The reason I think the performance isn't a big deal is because:
C) the fact that (b) is a problem means (a) is not often an issue --
the sparsity patterns are usually the same.
D) Even if the sparsity patterns differ, it's often the case that
files within the tree won't change (people tend to only modify a few
files per commit, after all, so even switching branches only updates a
subset of all files).
E) Even if the sparsity patterns differ and files differ and have to
be updated, it's still proportional at most to the number of files
selected by the sparsity patterns, so it won't feel excessive or slow
to the user.
F) `sparse-checkout reapply` is pretty cheap, especially if called as
a function instead of as a subprocess

In my opinion, other than the unfortunate dual progress meters, the
only place where this new feature gets hairy is that `git
sparse-checkout reapply` (or its libified variant) now needs to know
how to "read your new form of sparsity rules".  That sounds easy at
first but in my opinion it is a bit of a mess.  The user could have
written garbage to the file and I don't know what to do with garbage,
but I think we have to do something sane.  (Give up and checkout
everything?  Give up and checkout nothing but the toplevel directory?
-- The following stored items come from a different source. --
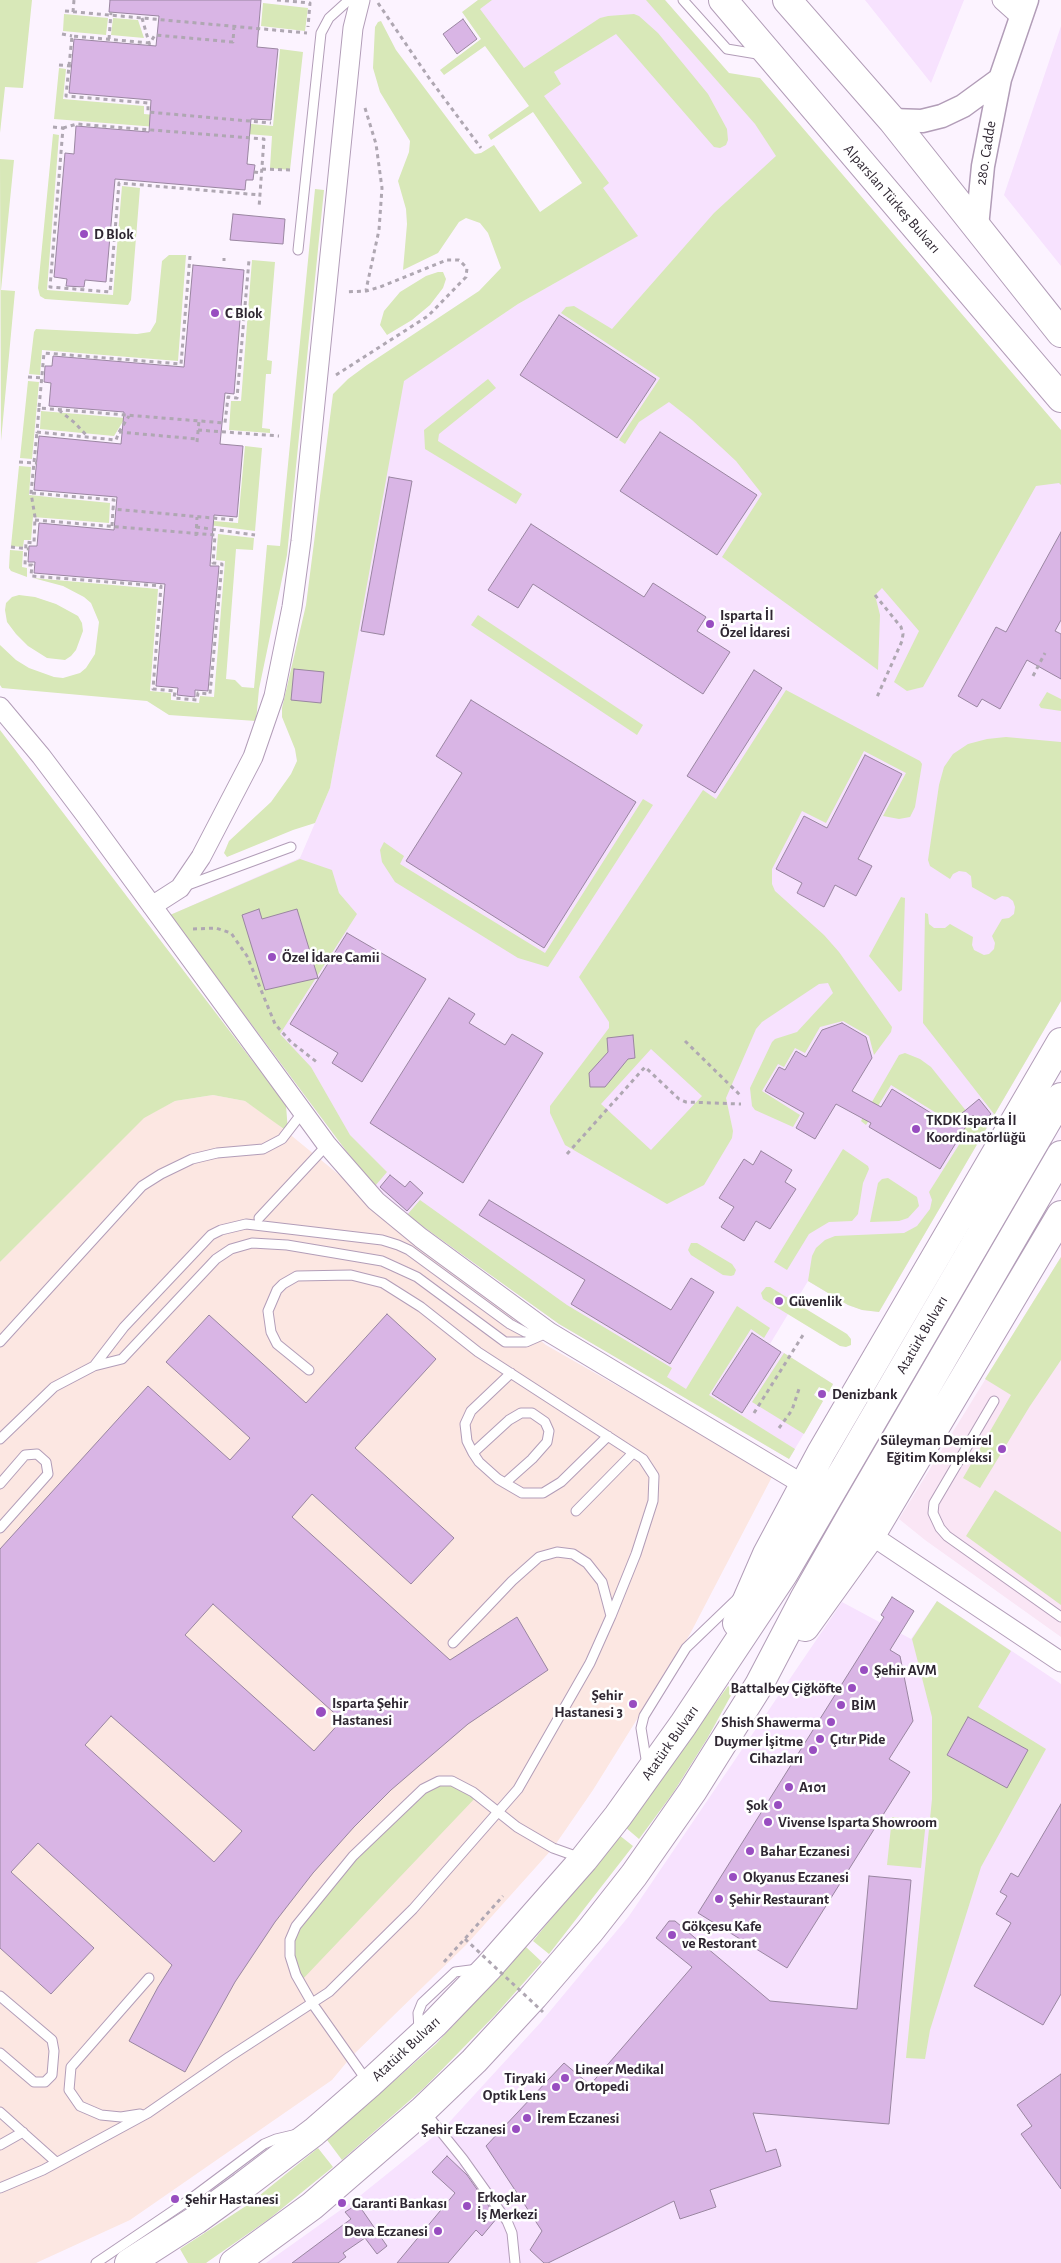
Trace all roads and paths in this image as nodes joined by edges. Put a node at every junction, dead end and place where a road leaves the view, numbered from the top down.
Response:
1 (74, 0) edge
2 (278, 0) edge
3 (349, 0) edge
4 (360, 0) edge
5 (377, 0) edge
6 (683, 0) edge
7 (723, 0) edge
8 (787, 0) edge
9 (1002, 0) edge
10 (1024, 9) edge
11 (65, 11) dead end
12 (73, 12) junction
13 (111, 13) junction
14 (142, 18) junction
15 (234, 26) junction
16 (62, 34) dead end
17 (72, 36) junction
18 (108, 39) junction
19 (150, 44) junction
20 (770, 56) junction
21 (59, 65) dead end
22 (70, 66) junction
23 (1000, 79) junction
24 (364, 104) dead end
25 (892, 120) junction
26 (271, 123) dead end
27 (53, 127) dead end
28 (63, 128) junction
29 (481, 148) dead end
30 (293, 162) dead end
31 (262, 171) junction
32 (254, 172) dead end
33 (260, 195) junction
34 (259, 208) dead end
35 (977, 227) junction
36 (298, 250) dead end
37 (190, 256) dead end
38 (249, 260) dead end
39 (326, 291) junction
40 (366, 291) junction
41 (1061, 333) edge
42 (28, 377) dead end
43 (43, 378) junction
44 (317, 387) junction
45 (1061, 398) edge
46 (39, 408) junction
47 (58, 410) junction
48 (129, 416) junction
49 (199, 421) junction
50 (198, 430) junction
51 (37, 432) junction
52 (119, 432) junction
53 (279, 436) dead end
54 (87, 437) junction
55 (19, 462) dead end
56 (35, 463) junction
57 (31, 493) junction
58 (113, 509) junction
59 (197, 517) junction
60 (35, 520) junction
61 (235, 520) dead end
62 (112, 526) junction
63 (196, 527) junction
64 (255, 534) dead end
65 (196, 535) junction
66 (10, 548) dead end
67 (28, 549) junction
68 (875, 595) dead end
69 (1045, 653) dead end
70 (1033, 676) dead end
71 (877, 697) dead end
72 (0, 707) edge
73 (291, 847) dead end
74 (180, 888) junction
75 (152, 906) junction
76 (190, 930) dead end
77 (685, 1041) dead end
78 (1061, 1042) edge
79 (318, 1063) dead end
80 (740, 1095) dead end
81 (1061, 1097) edge
82 (741, 1104) dead end
83 (302, 1113) junction
84 (326, 1145) junction
85 (567, 1154) dead end
86 (1061, 1155) edge
87 (1061, 1215) edge
88 (259, 1218) dead end
89 (1054, 1231) edge
90 (544, 1334) junction
91 (803, 1335) dead end
92 (0, 1342) edge
93 (94, 1366) junction
94 (309, 1370) dead end
95 (511, 1373) junction
96 (799, 1389) dead end
97 (994, 1401) dead end
98 (754, 1413) dead end
99 (779, 1428) dead end
100 (608, 1436) junction
101 (0, 1440) edge
102 (473, 1453) junction
103 (633, 1453) junction
104 (505, 1483) junction
105 (0, 1484) edge
106 (804, 1484) junction
107 (576, 1511) dead end
108 (0, 1528) edge
109 (871, 1535) junction
110 (753, 1585) junction
111 (612, 1616) junction
112 (1061, 1617) edge
113 (453, 1643) dead end
114 (1061, 1662) edge
115 (710, 1683) junction
116 (759, 1684) junction
117 (648, 1774) junction
118 (498, 1812) junction
119 (584, 1859) junction
120 (503, 1896) dead end
121 (465, 1938) junction
122 (441, 1964) dead end
123 (148, 1978) dead end
124 (0, 1996) edge
125 (312, 2003) junction
126 (543, 2012) dead end
127 (0, 2053) edge
128 (369, 2084) junction
129 (423, 2110) junction
130 (0, 2112) edge
131 (148, 2113) junction
132 (23, 2132) junction
133 (314, 2132) junction
134 (0, 2145) edge
135 (56, 2162) junction
136 (0, 2188) edge
137 (96, 2263) edge
138 (129, 2263) edge
139 (234, 2263) edge
140 (515, 2263) edge

1 - 12 path
2 - 15 path
3 - 36 lane
4 - 39 street
5 - 29 path
6 - 20 lane
7 - 20 main road, Alparslan Türkeş Bulvarı
8 - 25 main road
9 - 10 street
10 - 23 street, 280. Cadde
11 - 12 path
12 - 13 path
13 - 14 path
13 - 18 path
14 - 15 path
14 - 19 path
15 - 19 path
16 - 17 path
17 - 18 path
17 - 22 path
18 - 19 path
20 - 45 main road, Alparslan Türkeş Bulvarı
21 - 22 path
22 - 26 path
23 - 25 street
23 - 35 street, 280. Cadde
24 - 40 path
25 - 35 main road
27 - 28 path
28 - 31 path
28 - 33 path
30 - 31 path
31 - 32 path
31 - 33 path
33 - 34 path
35 - 41 main road
37 - 43 path
38 - 49 path
39 - 40 path
39 - 44 street
40 - 44 path
42 - 43 path
43 - 46 path
44 - 74 street
46 - 47 path
46 - 51 path
47 - 48 path
47 - 54 path
48 - 49 path
48 - 52 path
49 - 50 path
50 - 52 path
50 - 53 path
51 - 54 path
51 - 56 path
52 - 54 path
55 - 56 path
56 - 57 path
57 - 58 path
57 - 60 path
58 - 59 path
58 - 62 path
59 - 61 path
59 - 63 path
60 - 62 path
60 - 67 path
62 - 65 path
63 - 64 path
63 - 65 path
65 - 67 path
66 - 67 path
68 - 71 path
69 - 70 path
72 - 75 street
73 - 74 lane
74 - 75 street
75 - 83 street
76 - 79 path
77 - 80 path
78 - 106 main road
81 - 115 main road, Atatürk Bulvarı
82 - 85 path
83 - 84 street
83 - 92 lane
84 - 88 lane
84 - 90 street
86 - 116 main road, Atatürk Bulvarı
87 - 89 main road
89 - 109 main road
90 - 93 lane
90 - 93 lane
90 - 106 street
91 - 98 path
93 - 101 lane
94 - 95 lane
95 - 100 lane
95 - 102 lane
96 - 99 path
97 - 112 lane
100 - 103 lane
100 - 104 lane
102 - 104 lane
102 - 104 lane
103 - 107 lane
103 - 111 lane
105 - 108 lane
106 - 110 main road
109 - 114 street
109 - 116 main road
110 - 115 main road
110 - 117 lane
111 - 113 lane
111 - 118 lane
115 - 117 main road, Atatürk Bulvarı
116 - 129 main road, Atatürk Bulvarı
117 - 119 main road, Atatürk Bulvarı
118 - 119 lane
118 - 125 lane
118 - 125 lane
119 - 128 main road, Atatürk Bulvarı
120 - 121 path
121 - 122 path
121 - 126 path, bridge
123 - 131 lane
124 - 127 lane
125 - 128 lane
125 - 131 lane
128 - 133 main road, Atatürk Bulvarı
129 - 139 main road, Atatürk Bulvarı
129 - 140 lane
130 - 132 lane
131 - 135 lane
132 - 134 lane
132 - 135 lane
133 - 137 lane
133 - 138 main road, Atatürk Bulvarı
135 - 136 lane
Ignore each line we don't understand and treat the rest as stuff that
needs to be checked out?  Can that last one even be done with the .ini
reader?)  I don't think saying "well, tough luck the user should know
better" works because we already know that merges or rebases or
checkout -m could have written garbage to those files (in the form of
conflict markers), and users will say that *we* were the ones that
filled the file with garbage.  So we have to handle it intelligently
in some fashion.

Thoughts?